Task requirements
Transcribe the full listing below, word for word, without pictures.

Excerpted records
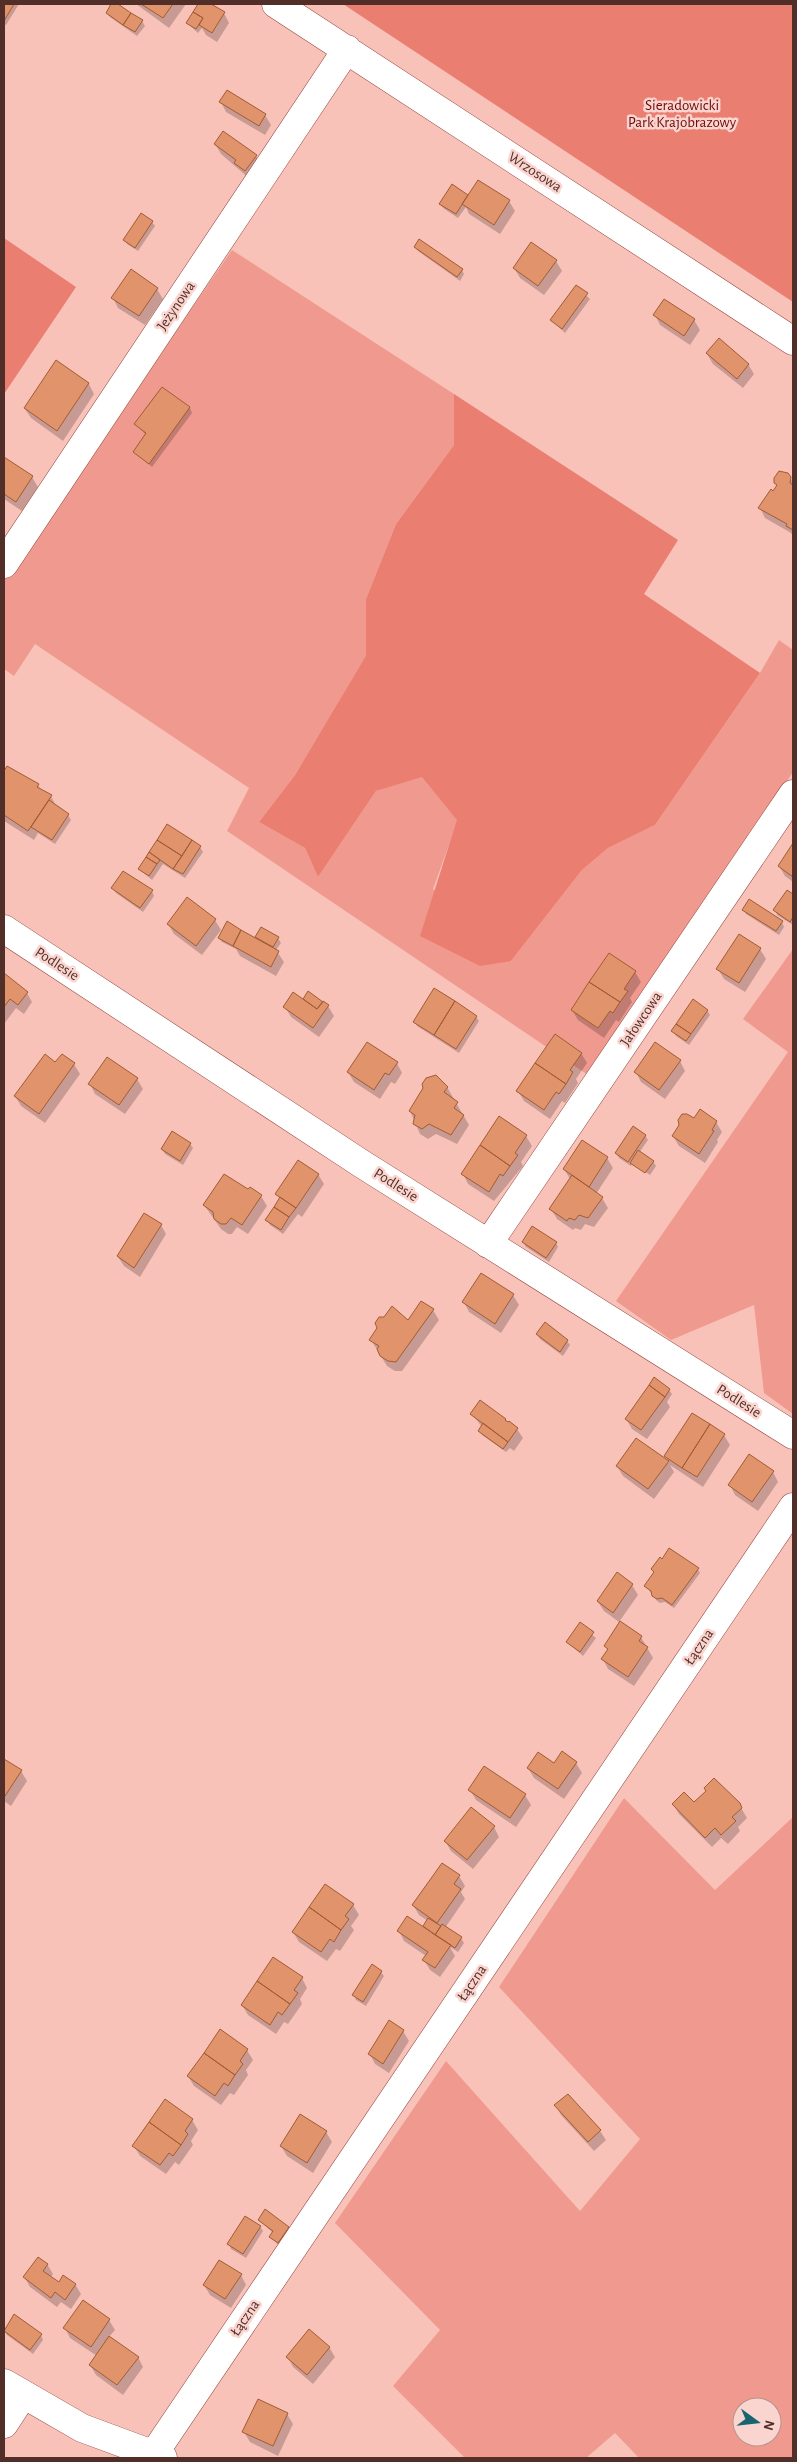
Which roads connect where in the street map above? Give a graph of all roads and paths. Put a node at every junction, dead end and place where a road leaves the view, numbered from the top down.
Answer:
1 (276, 4) edge
2 (347, 49) junction
3 (793, 341) edge
4 (4, 564) edge
5 (793, 794) edge
6 (4, 929) edge
7 (488, 1244) junction
8 (793, 1435) edge
9 (793, 1507) edge
10 (14, 2389) edge
11 (4, 2424) edge
12 (155, 2457) edge

1 - 2 street, Wrzosowa
2 - 3 street, Wrzosowa
2 - 4 street, Jeżynowa
5 - 7 street, Jałowcowa
6 - 7 street, Podlesie
7 - 8 street, Podlesie
9 - 12 street, Łączna
10 - 11 street
10 - 12 street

Reply to the exercise
Which roads connect where in the street map above? Give a graph of all roads and paths. Put a node at every junction, dead end and place where a road leaves the view, numbered from the top down.
Answer:
1 (276, 4) edge
2 (347, 49) junction
3 (793, 341) edge
4 (4, 564) edge
5 (793, 794) edge
6 (4, 929) edge
7 (488, 1244) junction
8 (793, 1435) edge
9 (793, 1507) edge
10 (14, 2389) edge
11 (4, 2424) edge
12 (155, 2457) edge

1 - 2 street, Wrzosowa
2 - 3 street, Wrzosowa
2 - 4 street, Jeżynowa
5 - 7 street, Jałowcowa
6 - 7 street, Podlesie
7 - 8 street, Podlesie
9 - 12 street, Łączna
10 - 11 street
10 - 12 street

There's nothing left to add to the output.